Migration is a valuable adaptation strategy under certain conditions, but when the world’s poorest regions experience crop failures from drought or other climate events, international migration decreases. Why do climate events lead to increased migration in some places, but decreased migration in others?
In “International Climate Migration: Evidence for the Climate Inhibitor Mechanism and the Agricultural Pathway, “ Minnesota Population Center researchers Raphael Nawrotzki and Maryia Bakhtsiyarava show that while some households may use migration as a strategy to diversify livelihoods and buffer against climate vulnerability, among households in West Africa adverse climate events push this important adaptation strategy out-of-reach. Nawrotzki, a postdoctoral associate at the Minnesota Population Center, and Bakhtsiyarava, a second-year Geography student and population studies trainee at the MPC, used Terra Populus data to explore the relationship between climate and migration in rural areas of Burkina Faso and Senegal, and the ways climatic conditions may prevent migration.
Climate Inhibitor Models and the Agricultural Pathway
Nawrotzki and Bakhtsiyarava’s study, recently published in Population, Space and Place, supports the notion that climate may reduce household income, leaving families without the financial means to migrate internationally. This inhibiting effect is likely to be more pronounced in households that depend on agricultural production, as crop yields may change dramatically in response to climate variability and change.
Since 2008, nearly 22.5 million people have reportedly migrated due to climate and weather-related events, according to the United Nations High Commissioner for Refugees. The 2007 Stern report predicts that, as climate conditions worsen, even higher numbers of people will be displaced as they seek refuge from climate-related conflict, crop failures, and rising sea levels. These projections are based on the assumption that climate change drives international migration. Nawrotzki and Bakhtsiyarava say that may be the case sometimes — but not always.

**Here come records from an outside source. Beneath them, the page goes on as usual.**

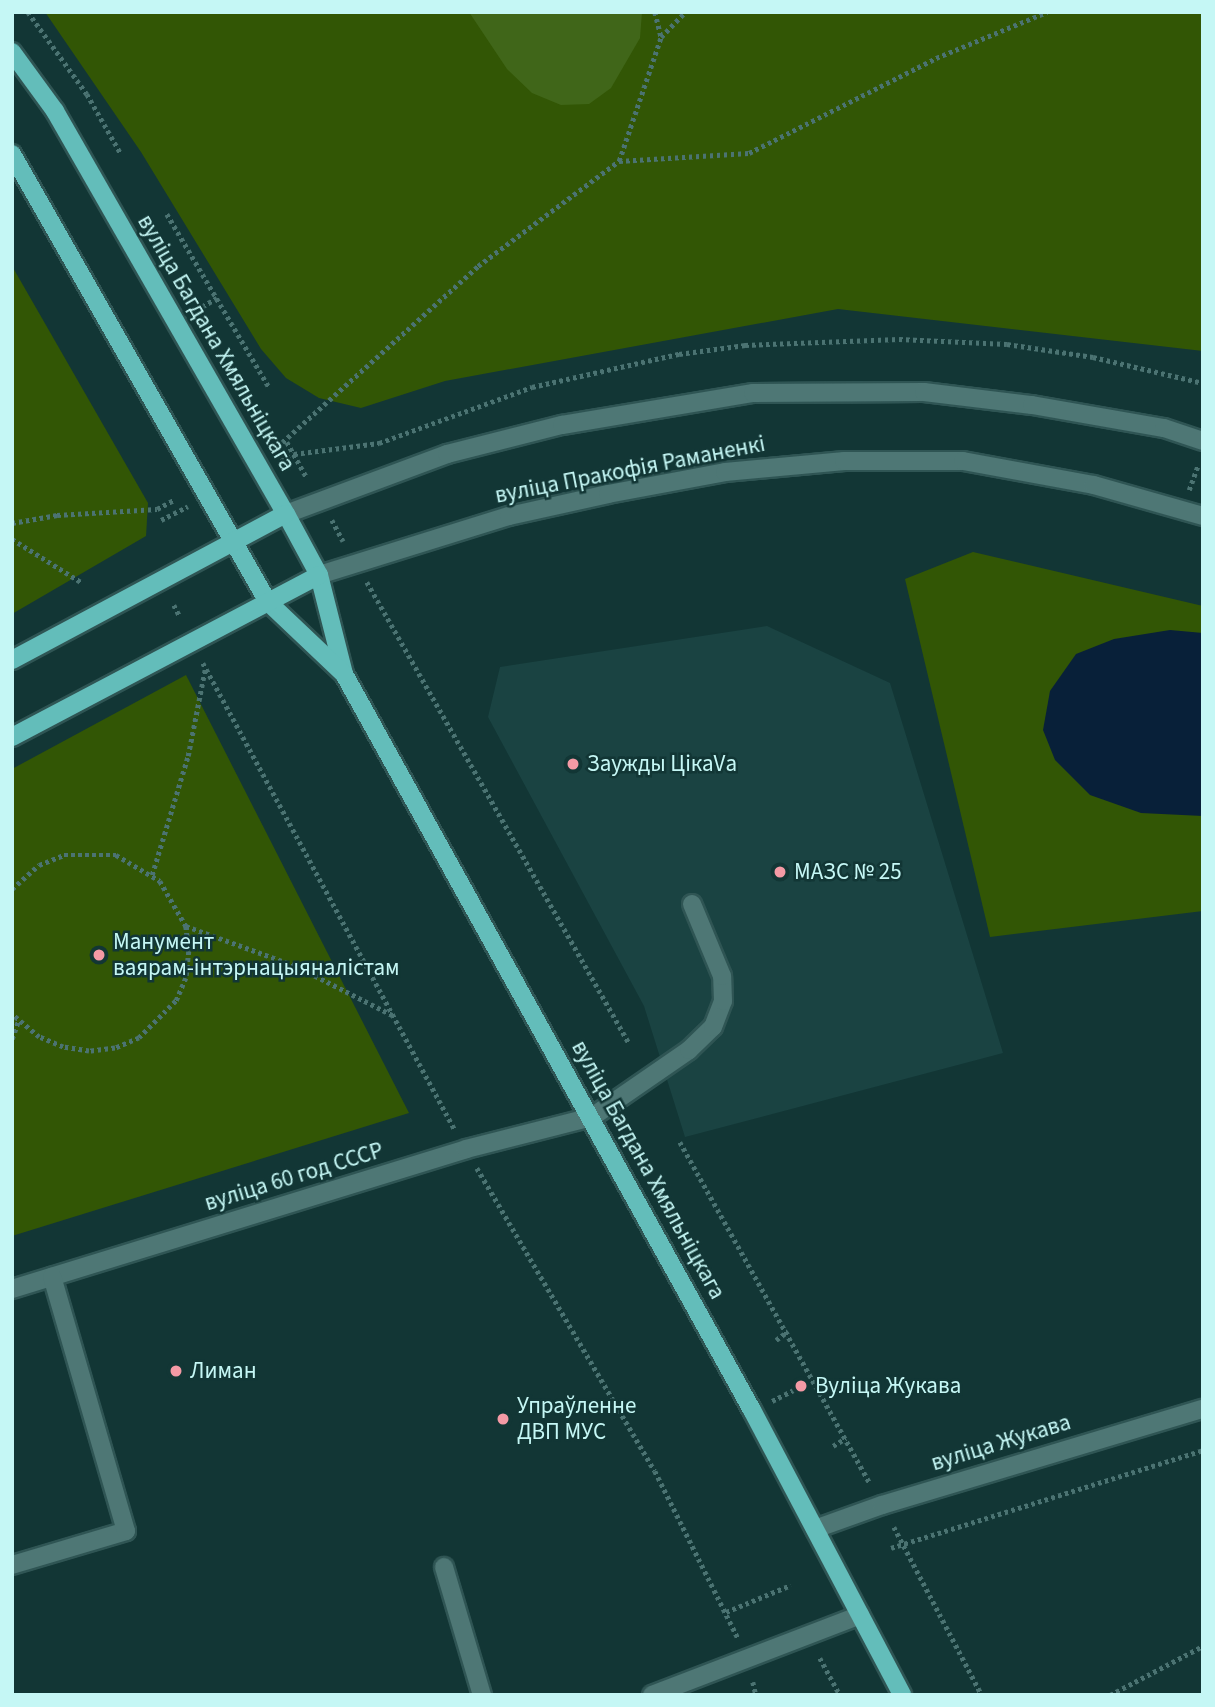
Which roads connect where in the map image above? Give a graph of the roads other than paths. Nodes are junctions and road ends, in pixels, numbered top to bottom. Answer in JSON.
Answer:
{"nodes":[{"id":1,"x":12,"y":52,"type":"edge"},
{"id":2,"x":12,"y":154,"type":"edge"},
{"id":3,"x":1203,"y":441,"type":"edge"},
{"id":4,"x":286,"y":514,"type":"junction"},
{"id":5,"x":1203,"y":516,"type":"edge"},
{"id":6,"x":233,"y":542,"type":"junction"},
{"id":7,"x":319,"y":575,"type":"junction"},
{"id":8,"x":268,"y":602,"type":"junction"},
{"id":9,"x":12,"y":660,"type":"edge"},
{"id":10,"x":344,"y":674,"type":"junction"},
{"id":11,"x":12,"y":737,"type":"edge"},
{"id":12,"x":692,"y":904,"type":"dead end"},
{"id":13,"x":592,"y":1117,"type":"junction"},
{"id":14,"x":52,"y":1277,"type":"junction"},
{"id":15,"x":12,"y":1289,"type":"edge"},
{"id":16,"x":1203,"y":1409,"type":"edge"},
{"id":17,"x":815,"y":1530,"type":"junction"},
{"id":18,"x":12,"y":1565,"type":"edge"},
{"id":19,"x":444,"y":1567,"type":"dead end"},
{"id":20,"x":860,"y":1615,"type":"junction"},
{"id":21,"x":482,"y":1695,"type":"edge"},
{"id":22,"x":652,"y":1695,"type":"edge"},
{"id":23,"x":902,"y":1695,"type":"edge"}],
"edges":[{"from":1,"to":4,"type":"main road","name":"вуліца Багдана Хмяльніцкага"},
{"from":2,"to":6,"type":"main road","name":"вуліца Багдана Хмяльніцкага"},
{"from":3,"to":4,"type":"street"},
{"from":4,"to":6,"type":"main road"},
{"from":4,"to":7,"type":"main road","name":"вуліца Багдана Хмяльніцкага"},
{"from":5,"to":7,"type":"street","name":"вуліца Пракофія Раманенкі"},
{"from":6,"to":8,"type":"main road","name":"вуліца Багдана Хмяльніцкага"},
{"from":6,"to":9,"type":"main road"},
{"from":7,"to":8,"type":"main road"},
{"from":7,"to":10,"type":"main road","name":"вуліца Багдана Хмяльніцкага"},
{"from":8,"to":10,"type":"main road","name":"вуліца Багдана Хмяльніцкага"},
{"from":8,"to":11,"type":"main road"},
{"from":10,"to":13,"type":"main road","name":"вуліца Багдана Хмяльніцкага"},
{"from":12,"to":13,"type":"street","name":"вуліца 60 год СССР"},
{"from":13,"to":14,"type":"street","name":"вуліца 60 год СССР"},
{"from":13,"to":17,"type":"main road","name":"вуліца Багдана Хмяльніцкага"},
{"from":14,"to":15,"type":"street","name":"вуліца 60 год СССР"},
{"from":14,"to":18,"type":"street"},
{"from":16,"to":17,"type":"street","name":"вуліца Жукава"},
{"from":17,"to":20,"type":"main road","name":"вуліца Багдана Хмяльніцкага"},
{"from":19,"to":21,"type":"street"},
{"from":20,"to":22,"type":"street"},
{"from":20,"to":23,"type":"main road","name":"вуліца Багдана Хмяльніцкага"}]}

“Migration represents a last-resort adaptation strategy for the world’s poor when their lands become uninhabitable, as in the case of the oft-cited projection that rising sea levels could leave more than one-fifth of Bangladesh under water by the end of the century,“ explains Nawrotzki. “On the other hand, when faced with failed crops, low yields, and declining income, families may lack the capital necessary to sponsor international out-migration.”
This climate inhibitor model was supported by Nawrotzki and Bakhtsiyarava’s study, which examined four climate events: heat waves, cold snaps, droughts, and excessive precipitation. The study showed that a 10% increase in the number of “heat wave” months in Burkina Faso decreased the odds of an international migration by 20%. The authors suggest that this may be related to the climate sensitivity of the agriculture sector. In Burkina Faso, for example, cotton is sensitive to heat stress at temperatures above 28-30 degrees Celsius. An increase in the number of “heat wave” months may have resulted in poor crop yields, and thus less disposable income to finance an expensive international move for a member of the household.
By contrast, years characterized by unusually high rainfall totals in Senegal corresponded with a four-fold increase in the likelihood of international migration. This effect may imply the presence of suppressed migration in years associated with lower rainfall and droughts.
Bakhtsiyarava says, “Senegal relies on groundnut production, and rainfall is an important determinant of groundnut production in many arid climates. Additionally, ground nuts depend heavily on the water stored in the ground and when examining the seasonal effects of rainfall, the study found that higher-than-average rainfalls were most beneficial in the months immediately preceding the growing season.”
According to Nawrotzki, “Migration is an important livelihood diversification strategy. In the poorest countries, there are not a lot of technologies to guard against the effects of climate change, and the poorer the household, the less able they are to defend against climate events.” Money remitted from family in industrialized nations has become a cornerstone of many of the world’s impoverished countries, and households who have sent a family member overseas benefit from the access to funds – and security – in the event of a crop failure. Without those remittances, families are left to cope with poor crops, food shortages, and ailing health using in situ strategies like borrowing money, selling assets, and accessing over-taxed food assistance programs.
So what does this mean for policy? Financial and administrative supports for migration may decrease vulnerability at the household level by allowing families to dilute their reliance on a single year’s crop yield. Bakhtsiyarava adds that some programs are providing insurance for crop yields to promote resilience among subsistence farmers. Ultimately, Bakhtsiyarava says, “If people are relying on migration for survival, there should be support systems in place to ensure that migration remains a possibility.”
Nawrotzki and Bakhtsiyarava’s study, published in Population, Space and Place, is available via Wiley’s online library.